Rolla Wells was the first governor of the Federal Reserve Bank of St. Louis serving from October 28, 1914, to February 5, 1919.

Wells was born in 1856. He studied at Washington University in St. Louis and Princeton University. Later in life, he received honorary degrees from both institutions. Prior to his work with the St. Louis Fed, Wells was a prominent businessman and politician in St. Louis. Wells served as president of the Fair Association in 1890 (later known as the St. Louis Jockey Club).

After resigning from the Fair Association in 1893, Wells organized and became president of the American Steel Foundry Company, erecting a foundry in Granite City, Illinois, and was named president of the St. Louis Democracy Club (later called the Jefferson Club). Wells then served two terms as mayor of St. Louis (1901 to 1909), most notably during the World’s Fair and America’s first Olympics in 1904. As mayor, he cleaned the city’s water supply, reduced the sanitation division’s stronghold on the city, and decreased the city’s lighting expenses. In addition, the city purchased Fairground Park and built city playgrounds and public bathhouses. During his second term as mayor, the locally famous statue of St. Louis (on Art Hill in Forest Park, site of the World’s Fair) was presented to the city by the Louisiana Purchase Exposition Company in 1906.

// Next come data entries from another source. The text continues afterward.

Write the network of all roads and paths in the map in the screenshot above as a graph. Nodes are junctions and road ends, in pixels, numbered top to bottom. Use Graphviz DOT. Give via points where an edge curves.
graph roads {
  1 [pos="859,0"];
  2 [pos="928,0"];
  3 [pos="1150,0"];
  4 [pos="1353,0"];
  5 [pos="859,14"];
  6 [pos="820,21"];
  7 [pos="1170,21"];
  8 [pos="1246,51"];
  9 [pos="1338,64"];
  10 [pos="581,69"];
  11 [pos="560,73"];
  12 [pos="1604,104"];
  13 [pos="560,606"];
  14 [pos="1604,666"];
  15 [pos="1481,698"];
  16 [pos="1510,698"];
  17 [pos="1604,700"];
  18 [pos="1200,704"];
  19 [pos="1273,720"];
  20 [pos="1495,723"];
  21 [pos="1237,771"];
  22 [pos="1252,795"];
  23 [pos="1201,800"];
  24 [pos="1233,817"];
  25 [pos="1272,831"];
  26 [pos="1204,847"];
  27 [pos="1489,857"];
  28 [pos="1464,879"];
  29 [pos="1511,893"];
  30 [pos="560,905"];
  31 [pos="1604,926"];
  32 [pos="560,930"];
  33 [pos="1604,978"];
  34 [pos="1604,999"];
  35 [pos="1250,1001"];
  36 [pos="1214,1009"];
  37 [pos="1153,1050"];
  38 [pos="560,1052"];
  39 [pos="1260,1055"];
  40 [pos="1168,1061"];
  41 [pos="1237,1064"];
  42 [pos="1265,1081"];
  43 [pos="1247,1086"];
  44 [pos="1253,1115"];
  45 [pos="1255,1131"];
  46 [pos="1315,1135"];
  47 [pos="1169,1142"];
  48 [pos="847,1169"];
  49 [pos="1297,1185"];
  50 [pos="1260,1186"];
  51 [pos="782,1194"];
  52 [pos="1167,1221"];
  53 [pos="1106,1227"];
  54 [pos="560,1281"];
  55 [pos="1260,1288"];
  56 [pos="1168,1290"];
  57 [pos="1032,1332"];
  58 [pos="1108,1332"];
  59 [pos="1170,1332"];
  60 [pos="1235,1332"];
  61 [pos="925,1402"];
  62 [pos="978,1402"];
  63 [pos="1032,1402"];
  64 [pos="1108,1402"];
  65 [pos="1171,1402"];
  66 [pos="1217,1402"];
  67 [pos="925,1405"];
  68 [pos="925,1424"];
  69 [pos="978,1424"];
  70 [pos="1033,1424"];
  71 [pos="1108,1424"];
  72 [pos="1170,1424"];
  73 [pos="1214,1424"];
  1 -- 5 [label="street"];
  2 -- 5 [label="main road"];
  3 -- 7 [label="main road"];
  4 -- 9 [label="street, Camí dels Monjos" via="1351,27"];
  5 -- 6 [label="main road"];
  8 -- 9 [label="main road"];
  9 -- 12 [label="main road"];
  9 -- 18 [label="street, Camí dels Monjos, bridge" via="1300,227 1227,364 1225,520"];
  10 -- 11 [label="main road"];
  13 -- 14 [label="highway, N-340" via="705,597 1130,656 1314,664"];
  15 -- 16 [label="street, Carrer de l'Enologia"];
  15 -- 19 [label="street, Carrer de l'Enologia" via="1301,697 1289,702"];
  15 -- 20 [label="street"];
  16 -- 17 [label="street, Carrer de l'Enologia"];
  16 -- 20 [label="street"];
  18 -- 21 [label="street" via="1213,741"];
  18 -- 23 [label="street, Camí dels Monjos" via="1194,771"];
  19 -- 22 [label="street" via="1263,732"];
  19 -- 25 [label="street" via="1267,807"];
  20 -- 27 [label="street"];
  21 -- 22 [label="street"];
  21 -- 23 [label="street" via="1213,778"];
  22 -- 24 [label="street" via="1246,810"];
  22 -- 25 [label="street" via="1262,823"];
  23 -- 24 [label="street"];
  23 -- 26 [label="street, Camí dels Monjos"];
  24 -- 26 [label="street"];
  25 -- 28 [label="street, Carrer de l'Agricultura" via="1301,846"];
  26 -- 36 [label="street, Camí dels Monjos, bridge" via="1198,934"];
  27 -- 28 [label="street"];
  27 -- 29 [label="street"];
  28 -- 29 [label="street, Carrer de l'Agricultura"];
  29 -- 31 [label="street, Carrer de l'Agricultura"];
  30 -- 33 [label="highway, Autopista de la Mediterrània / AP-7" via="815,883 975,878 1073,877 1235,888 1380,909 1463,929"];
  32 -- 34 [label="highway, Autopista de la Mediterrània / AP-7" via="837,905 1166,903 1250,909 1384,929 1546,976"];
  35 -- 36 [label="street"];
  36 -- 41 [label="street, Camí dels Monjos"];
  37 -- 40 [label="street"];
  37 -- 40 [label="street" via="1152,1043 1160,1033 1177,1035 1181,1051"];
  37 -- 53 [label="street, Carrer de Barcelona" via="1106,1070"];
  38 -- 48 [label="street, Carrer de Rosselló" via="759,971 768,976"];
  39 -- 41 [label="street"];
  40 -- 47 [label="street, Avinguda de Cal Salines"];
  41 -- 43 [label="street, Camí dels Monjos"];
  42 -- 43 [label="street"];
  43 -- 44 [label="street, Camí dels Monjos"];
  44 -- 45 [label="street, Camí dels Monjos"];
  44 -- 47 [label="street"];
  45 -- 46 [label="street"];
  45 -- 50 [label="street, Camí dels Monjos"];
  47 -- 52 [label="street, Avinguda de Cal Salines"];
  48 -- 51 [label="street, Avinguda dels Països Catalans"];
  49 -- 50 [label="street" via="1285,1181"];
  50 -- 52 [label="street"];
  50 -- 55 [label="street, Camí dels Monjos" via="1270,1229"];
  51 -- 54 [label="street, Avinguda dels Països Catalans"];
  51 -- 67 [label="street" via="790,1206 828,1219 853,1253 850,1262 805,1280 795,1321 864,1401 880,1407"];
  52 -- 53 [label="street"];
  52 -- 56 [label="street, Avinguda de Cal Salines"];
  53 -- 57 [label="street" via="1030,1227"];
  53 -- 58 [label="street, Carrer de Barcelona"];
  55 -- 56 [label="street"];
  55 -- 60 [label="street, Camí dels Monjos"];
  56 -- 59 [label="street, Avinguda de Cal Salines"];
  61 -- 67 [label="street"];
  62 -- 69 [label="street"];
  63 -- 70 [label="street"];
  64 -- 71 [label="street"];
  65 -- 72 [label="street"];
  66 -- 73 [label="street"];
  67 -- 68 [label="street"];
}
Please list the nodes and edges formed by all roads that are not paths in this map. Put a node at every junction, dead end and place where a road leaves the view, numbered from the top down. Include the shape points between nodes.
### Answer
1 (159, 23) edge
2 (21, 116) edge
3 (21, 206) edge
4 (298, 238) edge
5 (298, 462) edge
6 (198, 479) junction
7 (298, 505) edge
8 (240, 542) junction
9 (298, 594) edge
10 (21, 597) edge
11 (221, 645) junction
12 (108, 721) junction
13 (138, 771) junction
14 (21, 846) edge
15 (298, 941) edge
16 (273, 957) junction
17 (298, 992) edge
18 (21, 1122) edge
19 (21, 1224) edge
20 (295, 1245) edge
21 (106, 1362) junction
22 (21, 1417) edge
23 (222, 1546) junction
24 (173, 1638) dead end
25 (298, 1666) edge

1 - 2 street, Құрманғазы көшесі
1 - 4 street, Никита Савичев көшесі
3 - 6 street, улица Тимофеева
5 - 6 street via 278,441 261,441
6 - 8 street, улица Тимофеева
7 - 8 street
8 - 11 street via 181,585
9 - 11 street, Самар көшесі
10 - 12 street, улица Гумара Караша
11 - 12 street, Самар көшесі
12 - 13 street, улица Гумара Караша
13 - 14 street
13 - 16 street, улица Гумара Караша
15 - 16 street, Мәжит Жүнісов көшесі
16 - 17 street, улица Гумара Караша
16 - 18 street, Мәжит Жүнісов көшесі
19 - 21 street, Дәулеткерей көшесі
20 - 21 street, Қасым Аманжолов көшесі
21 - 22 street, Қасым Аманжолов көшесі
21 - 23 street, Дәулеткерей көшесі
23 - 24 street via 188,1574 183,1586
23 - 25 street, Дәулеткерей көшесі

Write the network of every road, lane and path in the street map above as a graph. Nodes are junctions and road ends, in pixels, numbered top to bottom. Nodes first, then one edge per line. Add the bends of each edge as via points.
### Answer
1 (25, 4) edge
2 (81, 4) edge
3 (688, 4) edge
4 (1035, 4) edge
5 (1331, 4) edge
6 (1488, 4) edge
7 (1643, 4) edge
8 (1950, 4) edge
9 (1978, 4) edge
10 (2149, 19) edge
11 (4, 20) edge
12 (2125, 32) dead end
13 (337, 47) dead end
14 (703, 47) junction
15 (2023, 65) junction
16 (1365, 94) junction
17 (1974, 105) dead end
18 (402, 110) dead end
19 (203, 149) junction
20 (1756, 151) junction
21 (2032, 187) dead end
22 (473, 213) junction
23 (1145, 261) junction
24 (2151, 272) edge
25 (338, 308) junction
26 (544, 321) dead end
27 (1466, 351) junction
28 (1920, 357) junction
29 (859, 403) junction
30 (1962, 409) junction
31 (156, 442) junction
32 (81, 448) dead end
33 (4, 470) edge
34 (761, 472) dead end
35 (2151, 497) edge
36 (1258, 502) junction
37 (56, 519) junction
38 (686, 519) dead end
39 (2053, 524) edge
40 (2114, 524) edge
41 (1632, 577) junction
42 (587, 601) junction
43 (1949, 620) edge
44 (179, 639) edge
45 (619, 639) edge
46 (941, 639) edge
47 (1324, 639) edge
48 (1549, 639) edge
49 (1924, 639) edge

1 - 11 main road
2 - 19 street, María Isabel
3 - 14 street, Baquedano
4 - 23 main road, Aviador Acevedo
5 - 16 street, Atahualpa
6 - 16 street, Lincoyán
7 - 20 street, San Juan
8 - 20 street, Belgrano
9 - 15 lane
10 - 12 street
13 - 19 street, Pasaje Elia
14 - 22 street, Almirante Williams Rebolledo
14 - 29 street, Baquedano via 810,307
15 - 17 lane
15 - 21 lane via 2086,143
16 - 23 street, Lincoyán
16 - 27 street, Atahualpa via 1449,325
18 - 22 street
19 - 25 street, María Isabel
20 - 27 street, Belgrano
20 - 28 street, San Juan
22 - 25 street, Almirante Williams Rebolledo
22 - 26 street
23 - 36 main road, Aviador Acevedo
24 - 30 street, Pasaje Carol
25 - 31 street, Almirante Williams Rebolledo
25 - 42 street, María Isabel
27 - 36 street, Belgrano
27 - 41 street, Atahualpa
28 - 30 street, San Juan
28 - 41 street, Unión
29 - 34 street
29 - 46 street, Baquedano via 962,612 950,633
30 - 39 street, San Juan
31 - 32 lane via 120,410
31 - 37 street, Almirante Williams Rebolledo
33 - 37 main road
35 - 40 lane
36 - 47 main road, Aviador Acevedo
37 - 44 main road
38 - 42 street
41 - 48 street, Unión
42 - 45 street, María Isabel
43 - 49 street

Between his time as mayor and governor of the St. Louis Fed, Wells was elected president of the Business Men’s League of St. Louis (later named the St. Louis Chamber of Commerce) and served as treasurer for the Democratic National Committee until he resigned in 1915 (due to a conflict of interest associated with his position at the Federal Reserve).

Wells became the first governor (an early term for bank president), after declining the position of chairman of the Bank’s board of directors. Under his direction, the St. Louis Fed exceeded its quota of World War I Liberty bonds by $120,804,500. After resigning as governor in April 1919, he was named both class B director of the St. Louis Fed’s board of directors and receiver of Union Railways. He later was named a class C director and chairman of the board of directors and Federal Reserve agent in 1929.

Wells died in 1944 at the age of eighty-eight.